Punishing Saints fans twice. St Kilda players are not punters. We know that from the atrocious way they behaved after the final siren. Just imagine the anguish of a Sainter in those final seconds. There’s the devastation of defeat but at least the satisfaction of knowing that you’ve got the money from TAB Sportsbet because of the 9 1/2 points start. But no! The backmen in black, red and white have walked away from the goal square like zombies. No one stayed behind to stop that final, after the siren, punt from dribbling through. A Geelong winning margin of 12 points and thousands of Saints fans deprived of the consolation of being able to say we might have been robbed of the game but at least we won the money.

Encouragement for Barnaby. This morning’s Newspoll will encourage Barnaby Joyce to keep on with is campaign of separating the National Party was far as possible from the Liberal Party. The analysis showing that, on the Newspoll figures over the past three months, the Coalition vote is holding up in rural areas while declining in the cities is clearly what the good Senator thought was happening. If his lot is not to go down the gurgler with the Libs then showing you are not the same is the best way of doing it.

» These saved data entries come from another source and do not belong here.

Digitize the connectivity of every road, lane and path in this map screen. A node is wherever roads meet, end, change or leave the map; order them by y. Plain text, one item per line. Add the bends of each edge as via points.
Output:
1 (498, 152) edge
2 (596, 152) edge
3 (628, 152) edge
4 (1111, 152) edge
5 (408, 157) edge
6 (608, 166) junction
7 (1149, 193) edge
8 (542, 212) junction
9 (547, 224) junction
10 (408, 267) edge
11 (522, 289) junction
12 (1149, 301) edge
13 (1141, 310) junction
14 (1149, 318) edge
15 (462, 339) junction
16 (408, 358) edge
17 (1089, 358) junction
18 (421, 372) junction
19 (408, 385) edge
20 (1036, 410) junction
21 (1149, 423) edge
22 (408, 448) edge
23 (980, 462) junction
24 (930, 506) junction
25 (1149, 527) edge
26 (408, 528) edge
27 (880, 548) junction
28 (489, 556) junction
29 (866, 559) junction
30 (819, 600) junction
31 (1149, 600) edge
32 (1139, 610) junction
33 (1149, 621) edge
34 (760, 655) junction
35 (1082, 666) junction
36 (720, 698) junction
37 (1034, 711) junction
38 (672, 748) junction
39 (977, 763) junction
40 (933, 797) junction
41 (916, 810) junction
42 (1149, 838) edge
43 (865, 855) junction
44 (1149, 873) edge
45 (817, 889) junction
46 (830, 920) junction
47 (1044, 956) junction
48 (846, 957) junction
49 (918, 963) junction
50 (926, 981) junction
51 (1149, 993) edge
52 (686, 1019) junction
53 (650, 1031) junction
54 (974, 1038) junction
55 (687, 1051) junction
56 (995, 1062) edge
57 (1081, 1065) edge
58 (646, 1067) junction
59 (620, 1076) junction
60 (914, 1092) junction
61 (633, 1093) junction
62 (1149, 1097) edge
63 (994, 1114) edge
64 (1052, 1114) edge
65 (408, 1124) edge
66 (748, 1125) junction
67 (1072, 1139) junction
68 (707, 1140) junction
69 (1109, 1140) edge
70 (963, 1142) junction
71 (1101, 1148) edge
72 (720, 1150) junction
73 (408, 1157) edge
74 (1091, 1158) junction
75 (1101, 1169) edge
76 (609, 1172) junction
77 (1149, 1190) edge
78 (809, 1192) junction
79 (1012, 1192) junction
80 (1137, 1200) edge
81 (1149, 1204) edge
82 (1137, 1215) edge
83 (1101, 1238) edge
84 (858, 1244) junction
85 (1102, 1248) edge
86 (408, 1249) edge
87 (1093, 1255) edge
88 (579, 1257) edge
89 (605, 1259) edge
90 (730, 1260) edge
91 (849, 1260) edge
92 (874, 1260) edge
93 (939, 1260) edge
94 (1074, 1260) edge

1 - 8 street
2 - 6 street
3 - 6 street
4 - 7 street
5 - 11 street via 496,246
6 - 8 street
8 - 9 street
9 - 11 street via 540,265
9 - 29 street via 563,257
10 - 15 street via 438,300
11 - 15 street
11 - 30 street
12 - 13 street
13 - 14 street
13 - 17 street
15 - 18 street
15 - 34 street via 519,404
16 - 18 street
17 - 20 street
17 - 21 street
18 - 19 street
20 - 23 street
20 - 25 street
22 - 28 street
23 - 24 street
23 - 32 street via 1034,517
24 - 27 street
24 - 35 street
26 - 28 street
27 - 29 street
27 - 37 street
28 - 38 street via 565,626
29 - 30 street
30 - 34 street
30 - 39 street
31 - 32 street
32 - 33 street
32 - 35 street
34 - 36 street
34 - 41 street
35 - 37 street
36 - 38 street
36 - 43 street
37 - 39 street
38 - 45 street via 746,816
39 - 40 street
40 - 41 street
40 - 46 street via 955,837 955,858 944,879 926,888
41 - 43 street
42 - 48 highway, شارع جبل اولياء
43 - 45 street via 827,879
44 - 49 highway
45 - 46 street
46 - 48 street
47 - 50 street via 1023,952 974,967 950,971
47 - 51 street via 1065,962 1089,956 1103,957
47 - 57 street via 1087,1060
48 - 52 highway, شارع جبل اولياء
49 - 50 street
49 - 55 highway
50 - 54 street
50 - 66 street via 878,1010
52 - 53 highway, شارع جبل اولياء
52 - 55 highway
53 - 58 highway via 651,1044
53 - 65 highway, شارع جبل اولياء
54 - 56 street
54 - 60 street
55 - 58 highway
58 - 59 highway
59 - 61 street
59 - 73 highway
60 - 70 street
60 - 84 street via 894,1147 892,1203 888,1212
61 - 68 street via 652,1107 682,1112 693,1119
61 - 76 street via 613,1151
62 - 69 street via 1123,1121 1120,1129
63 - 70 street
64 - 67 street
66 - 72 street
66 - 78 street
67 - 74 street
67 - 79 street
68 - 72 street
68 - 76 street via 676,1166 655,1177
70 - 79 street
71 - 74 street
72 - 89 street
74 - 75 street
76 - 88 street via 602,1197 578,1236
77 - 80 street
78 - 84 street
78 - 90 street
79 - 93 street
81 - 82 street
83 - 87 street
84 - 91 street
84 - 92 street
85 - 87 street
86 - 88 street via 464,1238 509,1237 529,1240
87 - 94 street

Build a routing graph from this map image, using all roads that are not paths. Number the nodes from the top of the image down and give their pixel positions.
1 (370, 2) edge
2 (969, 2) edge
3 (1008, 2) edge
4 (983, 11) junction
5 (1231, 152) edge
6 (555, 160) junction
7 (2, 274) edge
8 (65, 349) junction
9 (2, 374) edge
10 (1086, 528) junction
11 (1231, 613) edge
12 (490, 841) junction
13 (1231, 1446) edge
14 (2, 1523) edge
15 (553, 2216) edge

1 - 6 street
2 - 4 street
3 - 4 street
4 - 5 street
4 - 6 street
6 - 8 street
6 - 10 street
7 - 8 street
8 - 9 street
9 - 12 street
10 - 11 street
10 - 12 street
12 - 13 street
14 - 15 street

A lack of understanding. Malcolm Turnbull was quick to dismiss, during one of those interminable Sunday morning television interviews, the views of Treasury secretary Ken Henry that Australia’s economic stimulus package should not yet be wound back. The Turnbull view can be summarised as being — the head of Treasury would say that wouldn’t he — he’s a servant of the government. The leader of the Opposition clearly has no notion of the way that an independent and impartial public servant actually does serve the government of the day without becoming a liar on the government’s behalf. When Henry is asked to give a view, and does so, the opinion is most certainly what he believes. The great skill of the man, and many other decent and responsible senior public servants like him, is to find ways of not answering questions when to do so would involve engaging in criticism of his political masters. That is a long way different from being the unprincipled lackey that Turnbull describes. He clearly has spent too much time with the Godwin Grechs of Canberra and not enough with those who actually make the country work.

Zen and the art of transdisciplinary studies. Australians back climate action the Sydney Morning Herald headline told us this morning as it reported that three quarters of Australians believe that the price of fossil fuels should be increased to deal with climate change and 92% believe a legally binding global climate deal is urgent and should be made at the conference to be held in Copenhagen in December. These extraordinary findings, so supportive of a Green cause, were printed without the slightest hint of the scepticism they deserved to be treated with when it was revealed that the project, “Worldwide Views on Global Warming”, was not some carefully constructed opinion poll. Rather, it gave the views of a hand-picked group — described as “demographically representative” without any information being given as to how the picking was done. What was revealed was that the picking itself was in the very safe hands of the Institute for Sustainable Futures, at the University of Technology Sydney, whose September newsletter has an illuminating piece entitled “Zen and the art of transdisciplinary studies.” Enough said.

Further fascination with surveys. The Adelaide Sunday Mail is another newspaper that reckons surveys make good news. At the weekend it carried a report based on work by that noted sampler of public opinion the Cartoon Network. The seventh annual New Generations survey of 1952 children conducted by the network earlier this year apparently found that Kids rate global crisis as biggest worry —  not the global-warming crisis this time but children worrying about their job prospects before they even finish primary school as a result of the global financial crisis. If they would only watch more cartoons and fewer news bulletins …

The Crikey German election indicator pointed the way. They are quite complicated things, these elections, which result in coalition governments — a lot of possible permutations and combinations but the Crikey German Election Indicator we published last Thursday pointed us in the right direction even if the weekend’s result was more clear-cut than it suggested it would be.

The winning Coalition between chancellor Angela Merkel’s Christian Democratic Union (CDU/CSU) and the Free Democratic Party (FDU) was the favoured way with the Indicator assessing it as a 51.3% probability.